D. Am 16. Februar 2021 teilte der Presserat den Parteien mit, die Beschwerde werde vom Presseratspräsidium behandelt, bestehend aus dem Präsidenten Dominique von Burg und den Vizepräsidenten Casper Selg und Max Trossmann.

E. Das Presseratspräsidium hat die vorliegende Stellungnahme per 6. Mai 2021 auf dem Korrespondenzweg verabschiedet.

II. Erwägung

Ziffer 1 der «Erklärung» verlangt von Journalistinnen und Journalisten, dass sie sich an die Wahrheit halten. Sie lassen sich vom Recht der Öffentlichkeit leiten, die Wahrheit zu erfahren. Gemäss Ziffer 3 der «Erklärung» veröffentlichen Journalisten nur Informationen, deren Quellen ihnen bekannt sind und bezeichnen unbestätigte Meldungen ausdrücklich als solche. Sie entstellen weder Tatsachen noch von anderen geäusserte Meinungen. Der Beschwerdeführer macht geltend, die Aussage, wonach in Michigan und Wisconsin 100’000 beziehungsweise 140’000 Stimmen für Joe Biden «plötzlich» aufgetaucht seien, verstosse gegen die Ziffern 1 und 3 der «Erklärung». Die «Weltwoche» wiederum verweist auf den Kontext des Artikels und erklärt, dass mit der Einleitung mit dem Wort «offenbar» klar erkennbar sei, dass diese Aussagen von Anhängern Trumps stammten und nicht als Tatsache dargestellt seien.

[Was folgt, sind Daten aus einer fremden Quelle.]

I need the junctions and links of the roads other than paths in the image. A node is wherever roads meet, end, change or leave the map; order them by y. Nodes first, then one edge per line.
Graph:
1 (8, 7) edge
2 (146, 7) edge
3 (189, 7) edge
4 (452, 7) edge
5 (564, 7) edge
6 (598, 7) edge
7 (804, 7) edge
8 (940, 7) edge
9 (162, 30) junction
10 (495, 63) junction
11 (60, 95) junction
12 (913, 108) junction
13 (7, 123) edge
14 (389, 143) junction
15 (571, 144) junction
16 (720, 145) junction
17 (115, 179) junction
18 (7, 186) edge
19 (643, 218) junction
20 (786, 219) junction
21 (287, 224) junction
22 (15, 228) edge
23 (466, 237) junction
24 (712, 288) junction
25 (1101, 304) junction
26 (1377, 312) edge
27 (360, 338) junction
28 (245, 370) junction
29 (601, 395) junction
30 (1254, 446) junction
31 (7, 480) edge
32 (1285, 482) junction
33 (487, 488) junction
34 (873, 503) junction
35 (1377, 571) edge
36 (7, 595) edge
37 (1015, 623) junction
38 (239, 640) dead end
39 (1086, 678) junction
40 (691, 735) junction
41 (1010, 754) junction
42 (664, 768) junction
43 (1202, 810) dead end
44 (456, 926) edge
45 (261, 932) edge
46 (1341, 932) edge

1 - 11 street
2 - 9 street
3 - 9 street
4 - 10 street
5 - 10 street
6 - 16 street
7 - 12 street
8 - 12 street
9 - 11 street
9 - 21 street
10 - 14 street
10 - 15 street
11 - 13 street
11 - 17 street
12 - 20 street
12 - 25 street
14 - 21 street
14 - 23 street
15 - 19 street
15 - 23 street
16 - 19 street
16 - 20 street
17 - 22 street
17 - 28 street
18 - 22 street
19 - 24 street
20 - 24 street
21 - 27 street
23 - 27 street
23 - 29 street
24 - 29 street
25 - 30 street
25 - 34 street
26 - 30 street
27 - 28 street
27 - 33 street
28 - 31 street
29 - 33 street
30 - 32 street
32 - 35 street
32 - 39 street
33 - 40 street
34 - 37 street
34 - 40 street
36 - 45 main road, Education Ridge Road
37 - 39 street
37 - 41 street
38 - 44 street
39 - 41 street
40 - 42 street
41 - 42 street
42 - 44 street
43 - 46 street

Die «Weltwoche» erklärt richtig, dass im Artikel einerseits auf die Interpretation sämtlicher Leute aus dem Trump-Lager eingegangen wird und sowohl im Lead als auch im Einleitungssatz zum vermeintlichen Wahlbetrug das Wort «offenbar» genutzt wurde. Der Schweizer Presserat stört sich jedoch am letzten Satz dieses Abschnitts, der lautet «So dreist fälschte nicht einmal Saddam Hussein». Damit wird die Behauptung der 100’000 beziehungsweise 140’000 gefälschten Wahlzettel und damit des Betrugs als Tatsache dargestellt, die gemäss Ziffer 3 der «Erklärung» nicht zulässig ist.

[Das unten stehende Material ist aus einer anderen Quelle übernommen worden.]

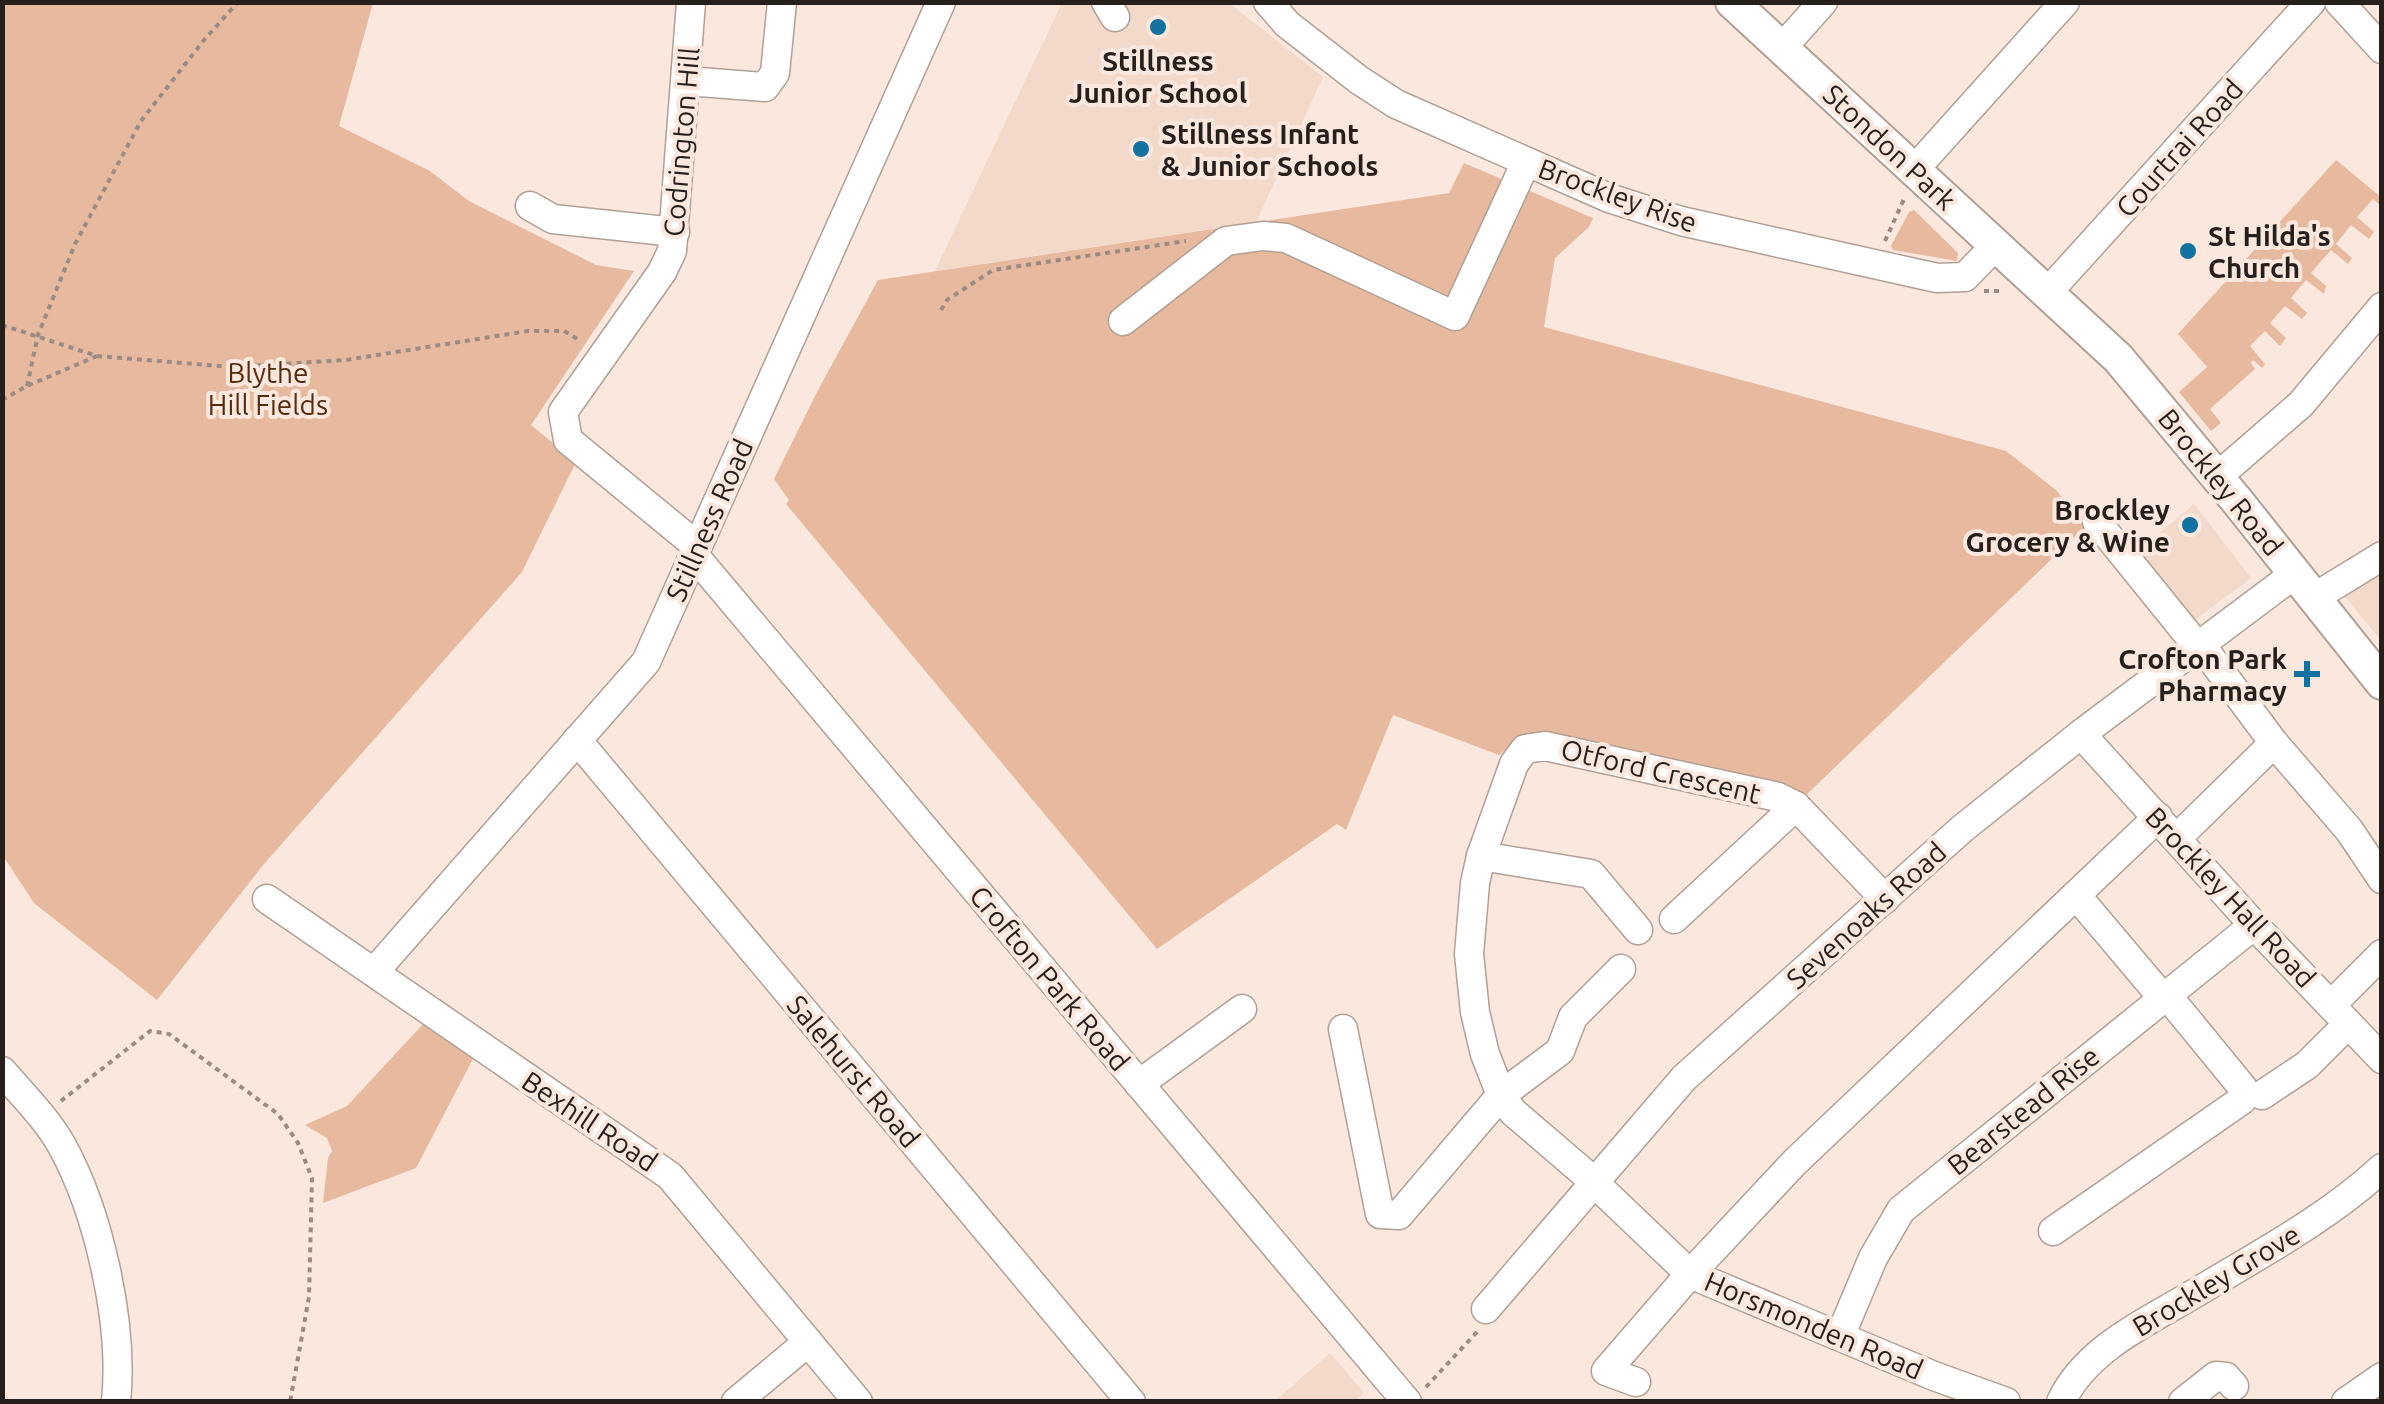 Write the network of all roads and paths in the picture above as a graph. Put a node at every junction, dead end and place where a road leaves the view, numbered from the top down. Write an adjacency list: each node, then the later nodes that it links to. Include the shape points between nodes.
1 (238, 2): 26 (path, via 141,121 75,244)
2 (691, 2): 13 (street, Codrington Hill)
3 (782, 2): 13 (street, via 776,73 765,87)
4 (941, 2): 33 (street, Stillness Road)
5 (1268, 2): 14 (street, Brockley Rise, via 1396,104)
6 (1732, 2): 11 (main road, Stondon Park)
7 (1823, 2): 11 (street)
8 (2065, 2): 15 (street)
9 (2311, 2): 21 (street, Courtrai Road)
10 (2339, 2): 12 (street)
11 (1782, 48): 15 (main road, Stondon Park)
12 (2382, 49)
13 (687, 81): 17 (street, Codrington Hill)
14 (1526, 162): 19 (street, via 1455,316 1286,238); 20 (street, Brockley Rise, via 1681,221 1936,278 1965,277)
15 (1919, 173): 18 (path); 20 (main road, Stondon Park)
16 (530, 206): 17 (street, via 553,219)
17 (675, 232): 27 (street, Codrington Hill, via 662,272)
18 (1888, 234)
19 (1226, 241): 23 (path, via 1200,238 989,271); 24 (street)
20 (1996, 245): 21 (main road, Stondon Park)
21 (2047, 292): 31 (main road, Brockley Road, via 2118,358)
22 (2382, 307): 31 (street, via 2301,404)
23 (941, 310)
24 (1123, 321)
25 (2, 324): 26 (path)
26 (38, 335): 28 (path); 29 (path)
27 (603, 354): 28 (path, via 564,332 528,330 346,360 251,366); 33 (street, Codrington Hill, via 563,412 568,440)
28 (97, 356): 29 (path)
29 (26, 386): 30 (path)
30 (2, 400)
31 (2217, 477): 35 (main road, Brockley Road)
32 (2096, 522): 36 (street)
33 (696, 550): 39 (street, Stillness Road, via 646,662); 60 (street, Crofton Park Road)
34 (2382, 556): 35 (street, Sevenoaks Road)
35 (2306, 585): 36 (street, Sevenoaks Road); 37 (main road, Brockley Road)
36 (2200, 646): 38 (street, Sevenoaks Road); 40 (street)
37 (2382, 683)
38 (2081, 734): 42 (street, Brockley Hall Road); 47 (street, Sevenoaks Road)
39 (577, 740): 53 (street, Stillness Road); 80 (street, Salehurst Road)
40 (2274, 743): 42 (street); 44 (street, via 2350,830)
41 (1796, 806): 43 (street, Otford Crescent, via 1535,747 1514,764); 47 (street, Otford Crescent); 48 (street)
42 (2168, 827): 45 (street); 49 (street, Brockley Hall Road)
43 (1481, 856): 50 (street, via 1591,874); 62 (street, Otford Crescent, via 1469,954 1474,1012)
44 (2382, 879)
45 (2076, 895): 54 (street); 67 (street, via 1796,1162)
46 (267, 899): 53 (street, Bexhill Road)
47 (1885, 899): 65 (street, Sevenoaks Road, via 1684,1078)
48 (1674, 919)
49 (2254, 924): 54 (street, Bearstead Rise); 56 (street, Brockley Hall Road)
50 (1638, 930)
51 (2382, 954): 56 (street)
52 (1622, 969): 62 (street, via 1574,1017 1560,1050)
53 (375, 971): 70 (street, Bexhill Road, via 670,1176)
54 (2164, 995): 66 (street, via 2243,1088 2242,1100); 69 (street, Bearstead Rise, via 1901,1210)
55 (1242, 1009): 60 (street)
56 (2340, 1015): 58 (street, Brockley Hall Road); 61 (street, via 2307,1065)
57 (1343, 1029): 62 (street, via 1380,1214 1399,1214)
58 (2382, 1059)
59 (2, 1071): 63 (street)
60 (1139, 1084): 74 (street, Crofton Park Road)
61 (2262, 1095)
62 (1500, 1096): 65 (street, Otford Crescent)
63 (42, 1117): 76 (street, via 88,1206 112,1301); 77 (path, via 150,1030 169,1034 278,1114 312,1178 309,1297)
64 (2382, 1168): 82 (street, Brockley Grove, via 2286,1239 2123,1336 2089,1362)
65 (1594, 1183): 67 (street, Horsmonden Road); 68 (street, Sevenoaks Road)
66 (2053, 1231)
67 (1690, 1274): 69 (street, Horsmonden Road); 72 (street, via 1606,1371)
68 (1485, 1317): 74 (path)
69 (1840, 1334): 81 (street, Horsmonden Road)
70 (808, 1342): 78 (street); 79 (street, Bexhill Road)
71 (2382, 1378): 83 (street)
72 (1636, 1382)
73 (2234, 1386): 75 (street, via 2221,1374)
74 (1405, 1398)
75 (2187, 1400)
76 (116, 1402)
77 (290, 1402)
78 (736, 1402)
79 (858, 1402)
80 (1131, 1402)
81 (2006, 1402)
82 (2061, 1402)
83 (2346, 1402)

Der Schweizer Presserat sieht damit Ziffer 3 der «Erklärung» verletzt.

III. Feststellungen

1. Der Presserat heisst die Beschwerde teilweise gut.

2. Die «Weltwoche» hat mit dem Artikel «Stoppt den Diebstahl!» vom 19. November 2020 die Ziffer 3 (Quellenbearbeitung) der «Erklärung der Pflichten und Rechte der Journalistinnen und Journalisten» verletzt.

3. Darüber hinausgehend wird die Beschwerde abgewiesen.